Organisations can lodge their statement about an eligible data breach to the Office of the Australian Information Commissioner (“OAIC”) through the Notifiable Data Breach Statement Form, which can be found by clicking on this link.
Who does the NDB scheme apply to?
Any agencies and organisations that the Act requires to take steps to secure certain categories of personal information will be captured by the NDB scheme. This includes:
Australian Government agencies;
businesses and not-for-profit organisations with an annual turnover of $3 million or more;
credit reporting bodies;
health service providers;
TFN recipients; and
other agencies and organisations.
Small Business Operators (i.e. entities which have an annual turnover of less than AU$3 million) are generally exempt from the Privacy Act. However, there are a number of circumstances where your small business will have obligations under the Privacy Act, including the NDB scheme. These circumstances include:
where your business is a related entity of an entity which has an annual turnover of more than AU$3 million; or
your business falls within the definition of a “credit provider” under the Act.

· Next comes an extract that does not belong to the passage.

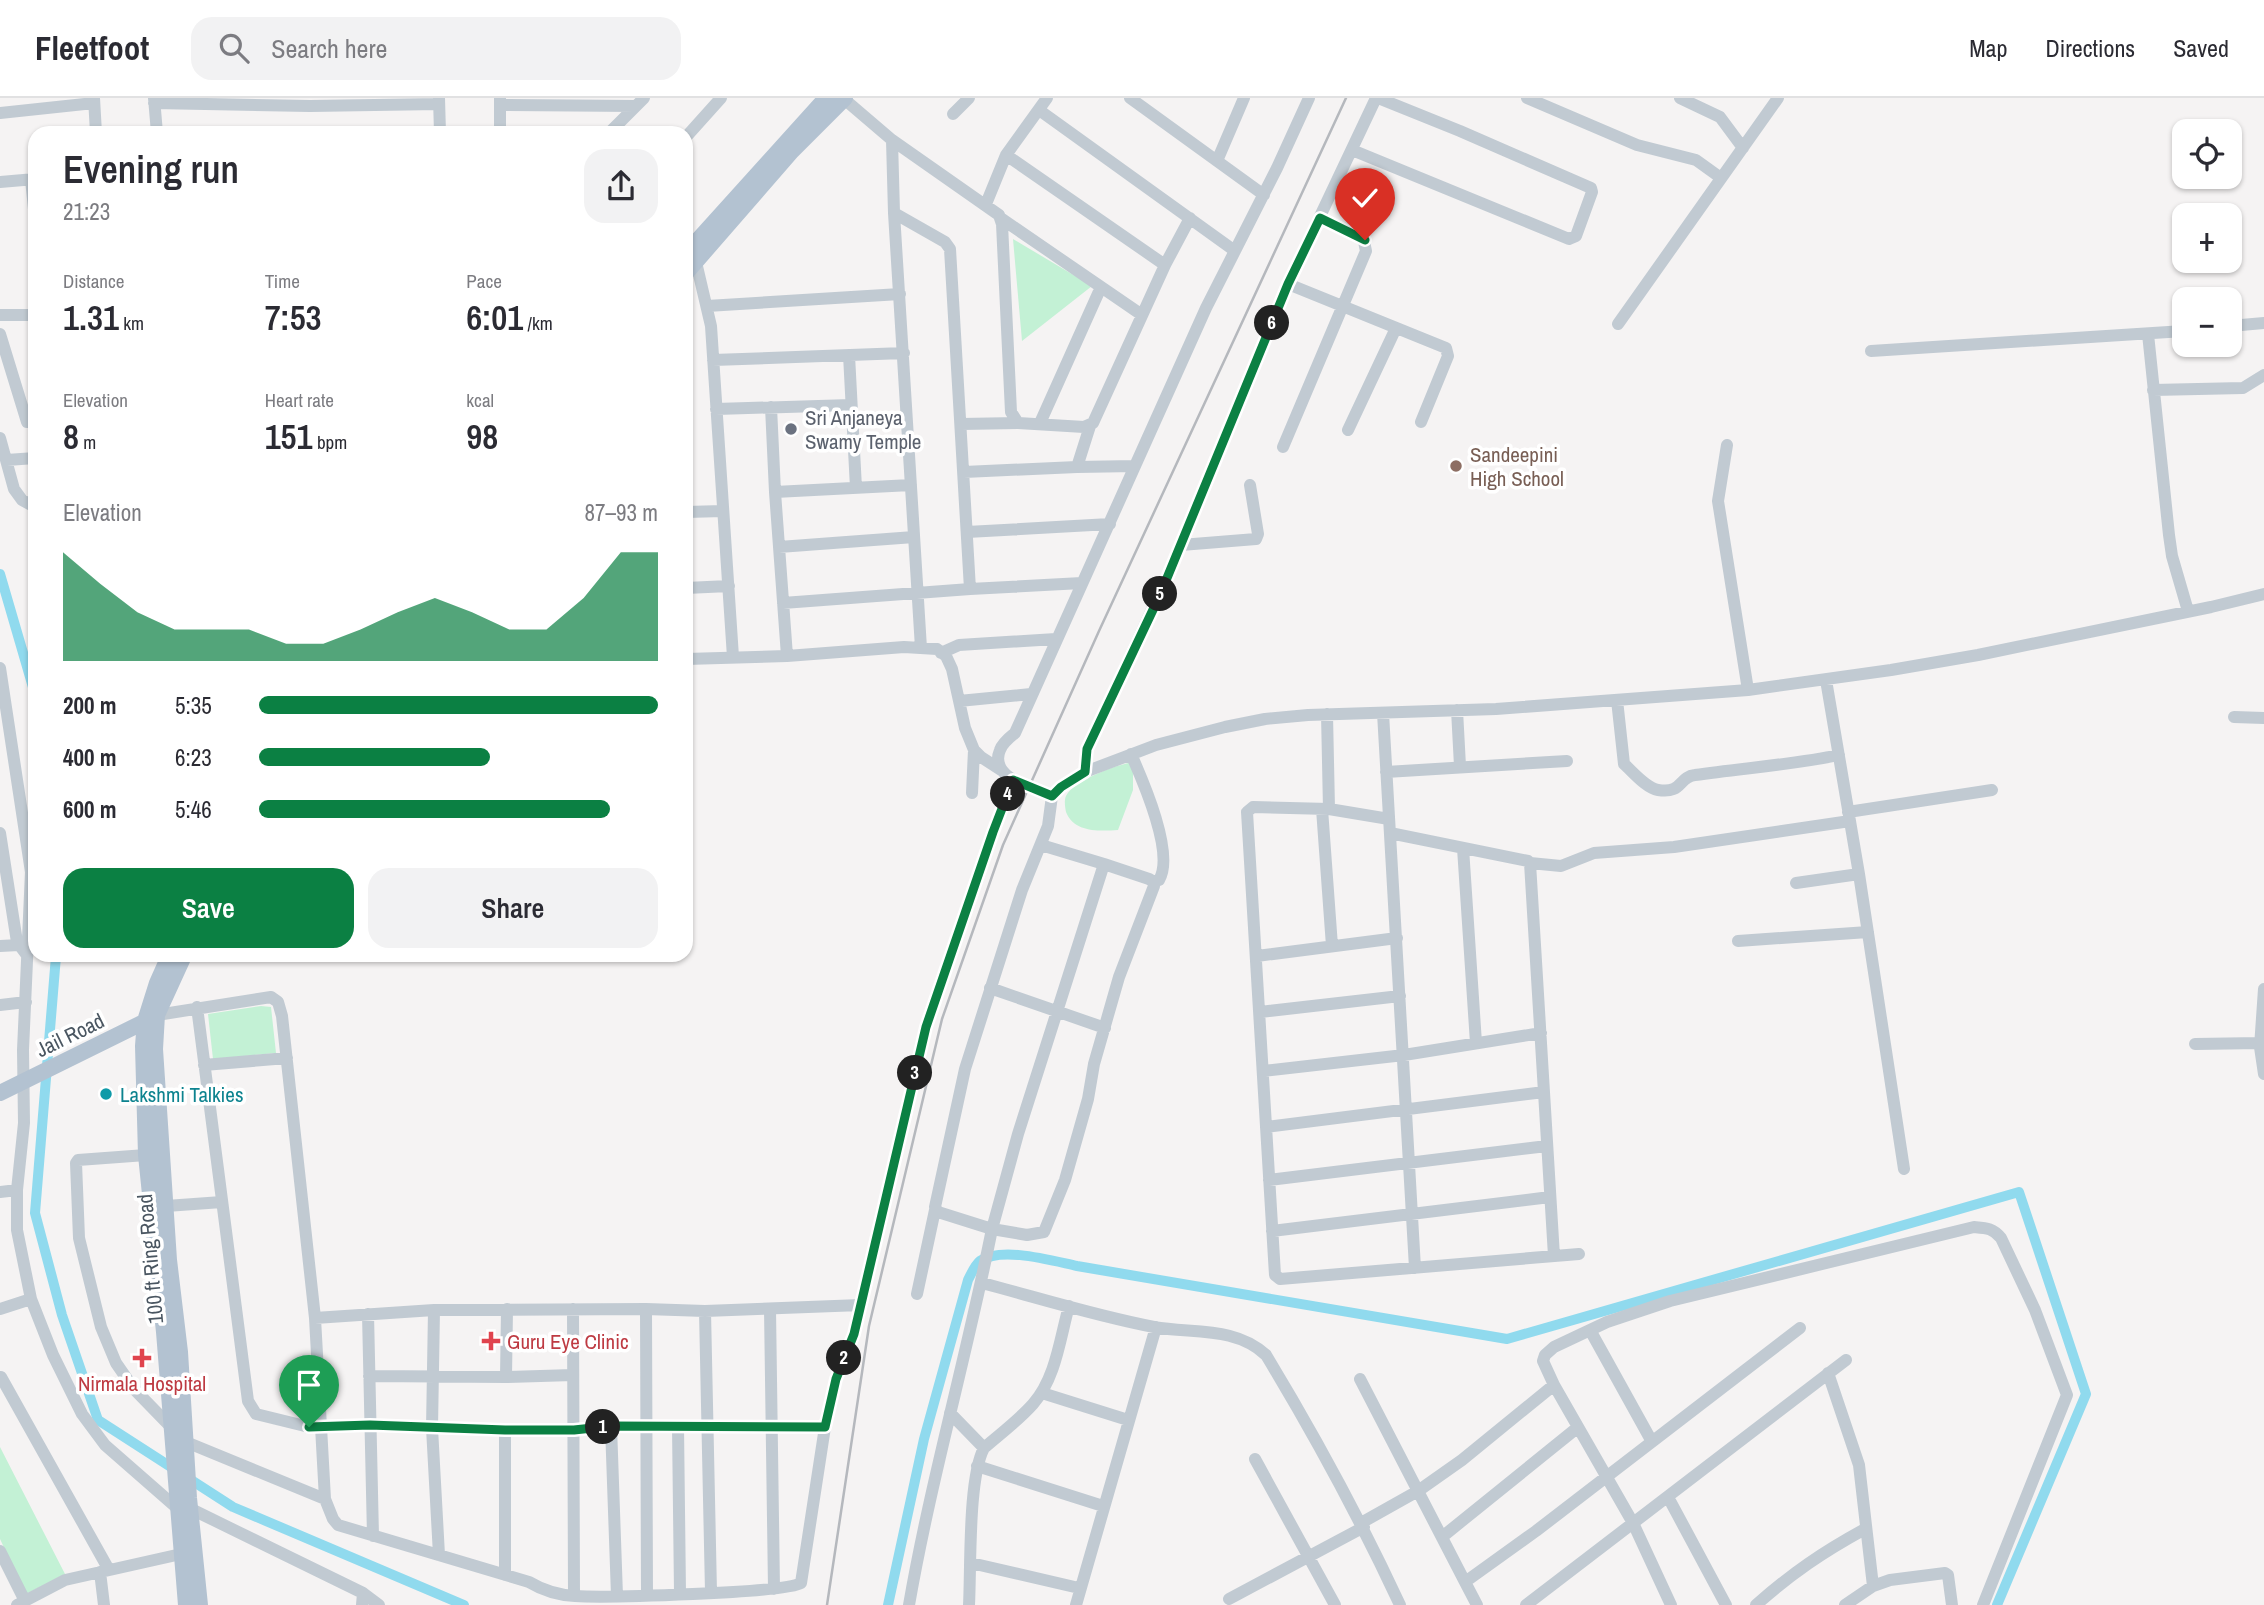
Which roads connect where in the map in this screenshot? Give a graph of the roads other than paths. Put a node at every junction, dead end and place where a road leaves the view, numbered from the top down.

There are other circumstances in which a small business may be subject to the Act. Assessing whether that includes your organisation is an important part of your compliance obligations and if you are unsure, you should seek legal advice.
Small businesses may also opt-in to the Australian Privacy Principles (APP), in which case the NDB scheme will apply.
An entity that has disclosed personal information to an overseas recipient will in most circumstances be accountable for any ‘eligible data breach’ by the overseas entity, even if the ‘eligible data breach’ occurred offshore.
Which data breaches require notification?
An eligible data breach arises when the following criteria are met:
there is unauthorised access to or unauthorised disclosure of personal information, or a loss of personal information, that an entity holds;
this is likely to result in serious harm to one or more individuals; and
the entity has not been able to prevent the likely risk of serious harm with remedial action.
However, there are some exceptions which may mean notification is not required for certain eligible data breaches.
The OAIC has also provided guidelines on the new scheme.
How to notify the Australian Information Commissioner (“Commissioner”)
If an agency or organisation has reasonable grounds to believe an eligible data breach has occurred, it must alert individuals at risk of serious harm as soon as practicable. The Commissioner must also be promptly notified through a statement about the eligible data breach. If an entity is unsure whether a data breach meets the criteria of an eligible data breach, the entity has 30 days to conduct an assessment.
When notifying the affected individuals and the Commissioner, the following information must be included:
the identity and contact details of the organisation;
a description of the data breach;
the kinds of information concerned; and
steps outlining how individuals should respond to the data breach.
Impact for Directors
The NDB scheme places a greater onus on directors to oversee cybersecurity. Organisations should have a robust cybersecurity framework in place to identify the information to be protected, protect the information and ensure the company is able to detect, respond and recover from a data breach. Directors and officers of companies must have a thorough understanding of a company’s cybersecurity systems and take responsibility to ensure that those systems operate effectively.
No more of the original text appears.